> _WORK TASK_:
Your task is to output the listing word for word, with pictures excluded.

►

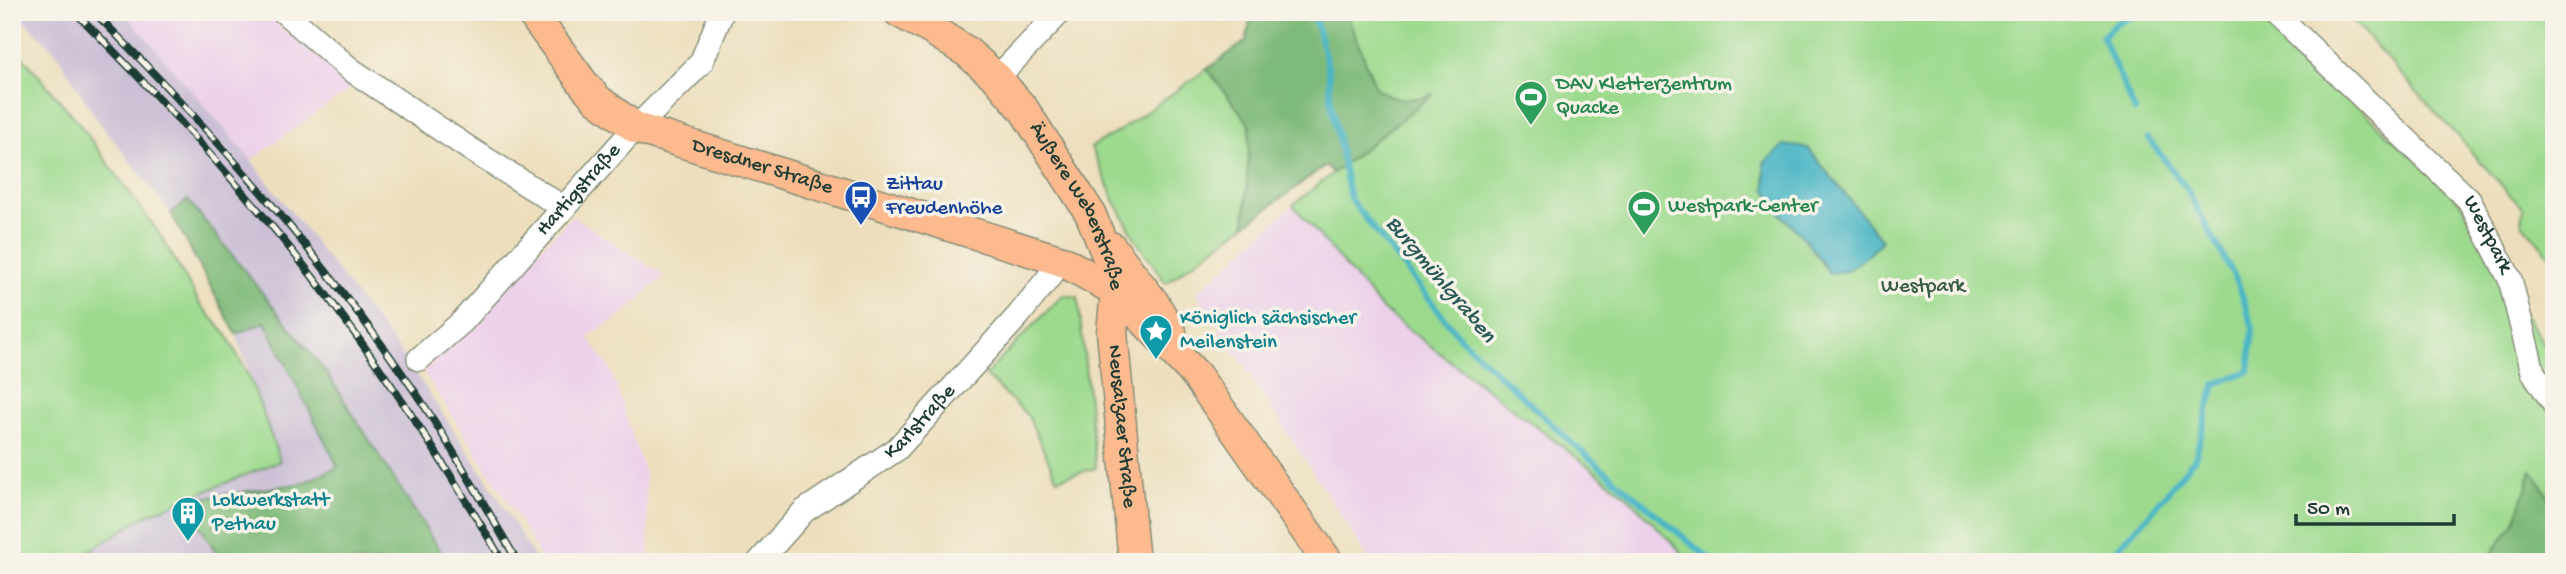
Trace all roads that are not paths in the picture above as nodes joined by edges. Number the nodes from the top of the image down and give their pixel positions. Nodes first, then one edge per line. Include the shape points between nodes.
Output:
1 (284, 12) edge
2 (531, 12) edge
3 (722, 12) edge
4 (899, 12) edge
5 (1060, 12) edge
6 (2274, 12) edge
7 (997, 78) junction
8 (636, 128) junction
9 (564, 208) junction
10 (1094, 223) junction
11 (1062, 261) junction
12 (1116, 291) junction
13 (1112, 332) junction
14 (1164, 343) junction
15 (419, 359) dead end
16 (1115, 371) junction
17 (1196, 375) junction
18 (2554, 404) edge
19 (759, 562) edge
20 (1134, 562) edge
21 (1328, 562) edge

1 - 9 street via 350,69
2 - 8 main road, Dresdner Straße via 586,87
3 - 8 street, Hartigstraße via 701,63
4 - 7 main road, Äußere Weberstraße via 967,52
5 - 7 street
6 - 18 street, Westpark via 2469,200 2510,279 2533,372
7 - 10 main road, Äußere Weberstraße via 1024,110
8 - 9 street, Hartigstraße
8 - 11 main road, Dresdner Straße
9 - 15 street, Hartigstraße via 462,322
10 - 11 main road
10 - 12 main road, Äußere Weberstraße
10 - 17 main road via 1154,303
11 - 12 main road, Dresdner Straße
11 - 13 main road via 1090,287
11 - 19 street, Karlstraße via 897,449 804,511
12 - 13 main road, Neusalzaer Straße
12 - 14 main road, Äußere Weberstraße
13 - 16 main road, Neusalzaer Straße
14 - 16 main road via 1135,346
14 - 17 main road, Äußere Weberstraße
16 - 20 main road, Neusalzaer Straße
17 - 21 main road, Äußere Weberstraße

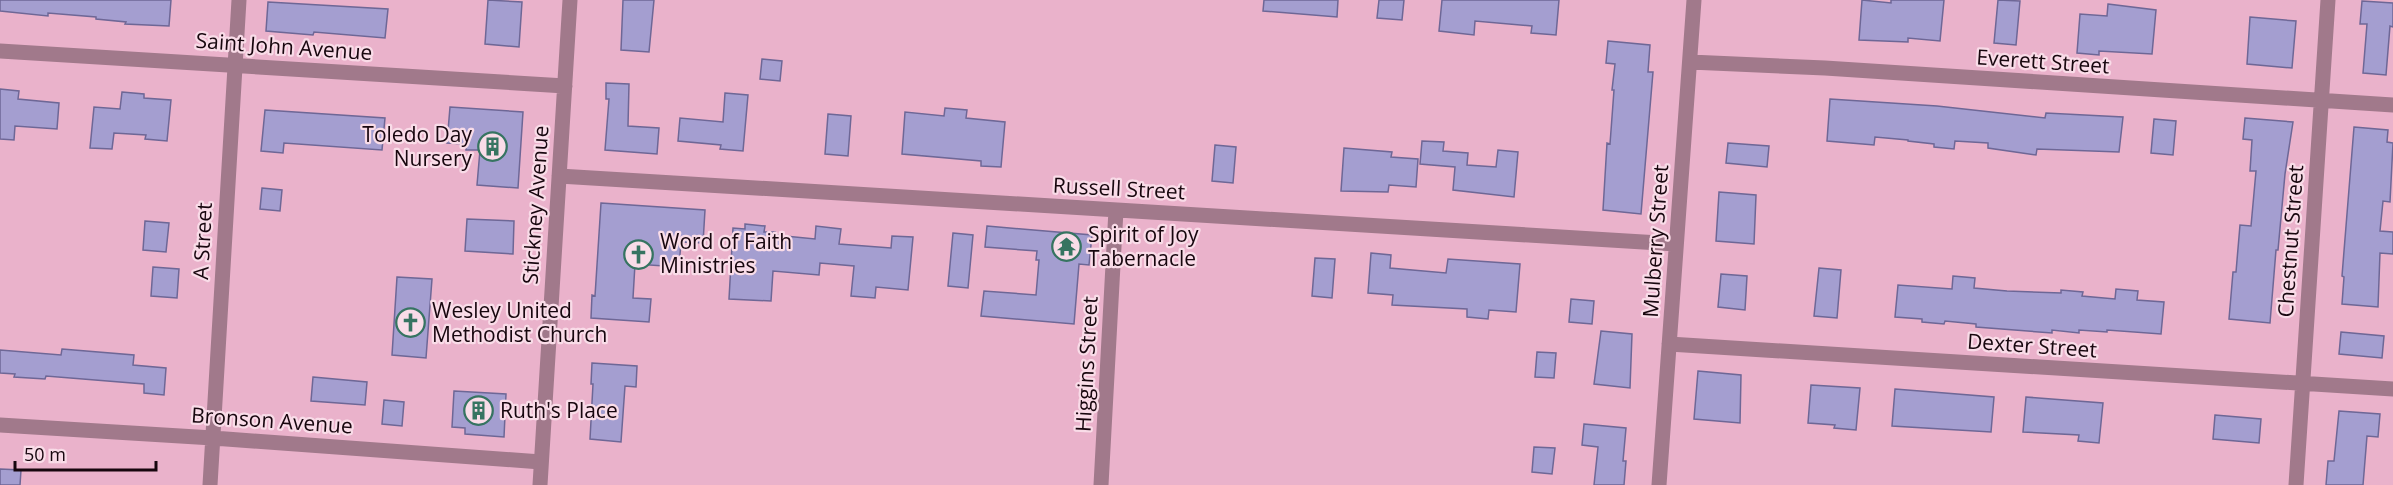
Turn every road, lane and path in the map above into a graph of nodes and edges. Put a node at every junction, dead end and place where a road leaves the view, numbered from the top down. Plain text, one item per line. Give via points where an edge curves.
1 (239, 0) edge
2 (570, 0) edge
3 (1695, 0) edge
4 (2328, 0) edge
5 (0, 51) edge
6 (1690, 62) junction
7 (235, 64) junction
8 (565, 86) junction
9 (2322, 101) junction
10 (2393, 105) edge
11 (559, 176) junction
12 (1116, 210) junction
13 (1676, 244) junction
14 (1669, 344) junction
15 (2303, 383) junction
16 (2393, 389) edge
17 (0, 425) edge
18 (213, 438) junction
19 (541, 462) junction
20 (210, 485) edge
21 (540, 485) edge
22 (1101, 485) edge
23 (1659, 485) edge
24 (2296, 485) edge

1 - 7 street, A Street
2 - 8 street, Stickney Avenue
3 - 6 street, Mulberry Street
4 - 9 street, Chestnut Street
5 - 7 street, Saint John Avenue
6 - 9 street, Everett Street
6 - 13 street, Mulberry Street
7 - 8 street, Saint John Avenue
7 - 18 street, A Street
8 - 11 street, Stickney Avenue
9 - 10 street, Everett Street
9 - 15 street, Chestnut Street
11 - 12 street, Russell Street
11 - 19 street, Stickney Avenue
12 - 13 street, Russell Street
12 - 22 street, Higgins Street
13 - 14 street, Mulberry Street
14 - 15 street, Dexter Street
14 - 23 street, Mulberry Street
15 - 16 street, Dexter Street
15 - 24 street, Chestnut Street
17 - 18 street, Bronson Avenue
18 - 19 street, Bronson Avenue
18 - 20 street, A Street
19 - 21 street, Stickney Avenue

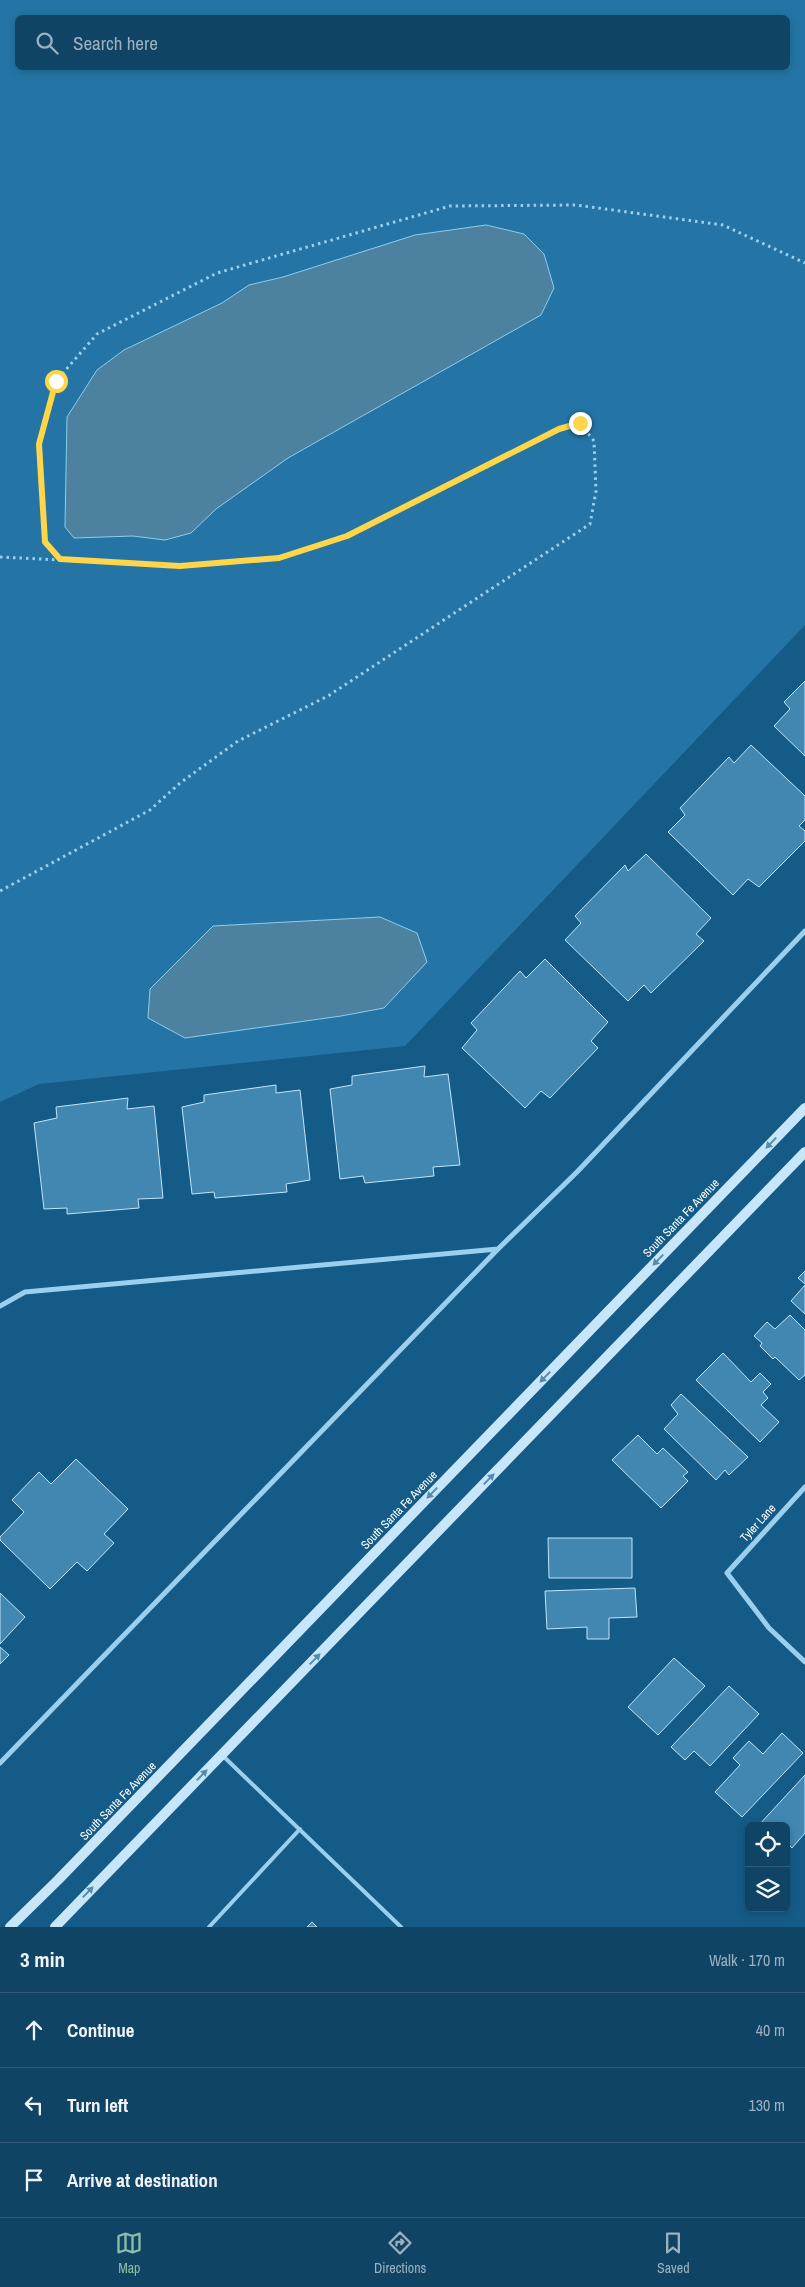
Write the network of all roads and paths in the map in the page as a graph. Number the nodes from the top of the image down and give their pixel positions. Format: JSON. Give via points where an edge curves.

◄

> _TASK SOLUTION_:
Trace all roads that are not paths in the picture above as nodes joined by edges. Number the nodes from the top of the image down and give their pixel positions. Nodes first, then one edge per line. Include the shape points between nodes.
Output:
1 (284, 12) edge
2 (531, 12) edge
3 (722, 12) edge
4 (899, 12) edge
5 (1060, 12) edge
6 (2274, 12) edge
7 (997, 78) junction
8 (636, 128) junction
9 (564, 208) junction
10 (1094, 223) junction
11 (1062, 261) junction
12 (1116, 291) junction
13 (1112, 332) junction
14 (1164, 343) junction
15 (419, 359) dead end
16 (1115, 371) junction
17 (1196, 375) junction
18 (2554, 404) edge
19 (759, 562) edge
20 (1134, 562) edge
21 (1328, 562) edge

1 - 9 street via 350,69
2 - 8 main road, Dresdner Straße via 586,87
3 - 8 street, Hartigstraße via 701,63
4 - 7 main road, Äußere Weberstraße via 967,52
5 - 7 street
6 - 18 street, Westpark via 2469,200 2510,279 2533,372
7 - 10 main road, Äußere Weberstraße via 1024,110
8 - 9 street, Hartigstraße
8 - 11 main road, Dresdner Straße
9 - 15 street, Hartigstraße via 462,322
10 - 11 main road
10 - 12 main road, Äußere Weberstraße
10 - 17 main road via 1154,303
11 - 12 main road, Dresdner Straße
11 - 13 main road via 1090,287
11 - 19 street, Karlstraße via 897,449 804,511
12 - 13 main road, Neusalzaer Straße
12 - 14 main road, Äußere Weberstraße
13 - 16 main road, Neusalzaer Straße
14 - 16 main road via 1135,346
14 - 17 main road, Äußere Weberstraße
16 - 20 main road, Neusalzaer Straße
17 - 21 main road, Äußere Weberstraße

Turn every road, lane and path in the map above into a graph of nodes and edges. Put a node at every junction, dead end and place where a road leaves the view, numbered from the top down. Plain text, one item per line. Give via points where an edge curves.
1 (239, 0) edge
2 (570, 0) edge
3 (1695, 0) edge
4 (2328, 0) edge
5 (0, 51) edge
6 (1690, 62) junction
7 (235, 64) junction
8 (565, 86) junction
9 (2322, 101) junction
10 (2393, 105) edge
11 (559, 176) junction
12 (1116, 210) junction
13 (1676, 244) junction
14 (1669, 344) junction
15 (2303, 383) junction
16 (2393, 389) edge
17 (0, 425) edge
18 (213, 438) junction
19 (541, 462) junction
20 (210, 485) edge
21 (540, 485) edge
22 (1101, 485) edge
23 (1659, 485) edge
24 (2296, 485) edge

1 - 7 street, A Street
2 - 8 street, Stickney Avenue
3 - 6 street, Mulberry Street
4 - 9 street, Chestnut Street
5 - 7 street, Saint John Avenue
6 - 9 street, Everett Street
6 - 13 street, Mulberry Street
7 - 8 street, Saint John Avenue
7 - 18 street, A Street
8 - 11 street, Stickney Avenue
9 - 10 street, Everett Street
9 - 15 street, Chestnut Street
11 - 12 street, Russell Street
11 - 19 street, Stickney Avenue
12 - 13 street, Russell Street
12 - 22 street, Higgins Street
13 - 14 street, Mulberry Street
14 - 15 street, Dexter Street
14 - 23 street, Mulberry Street
15 - 16 street, Dexter Street
15 - 24 street, Chestnut Street
17 - 18 street, Bronson Avenue
18 - 19 street, Bronson Avenue
18 - 20 street, A Street
19 - 21 street, Stickney Avenue

Write the network of all roads and paths in the map in the page as a graph. Number the nodes from the top of the image down and give their pixel positions. Format: JSON. Give via points where an edge curves.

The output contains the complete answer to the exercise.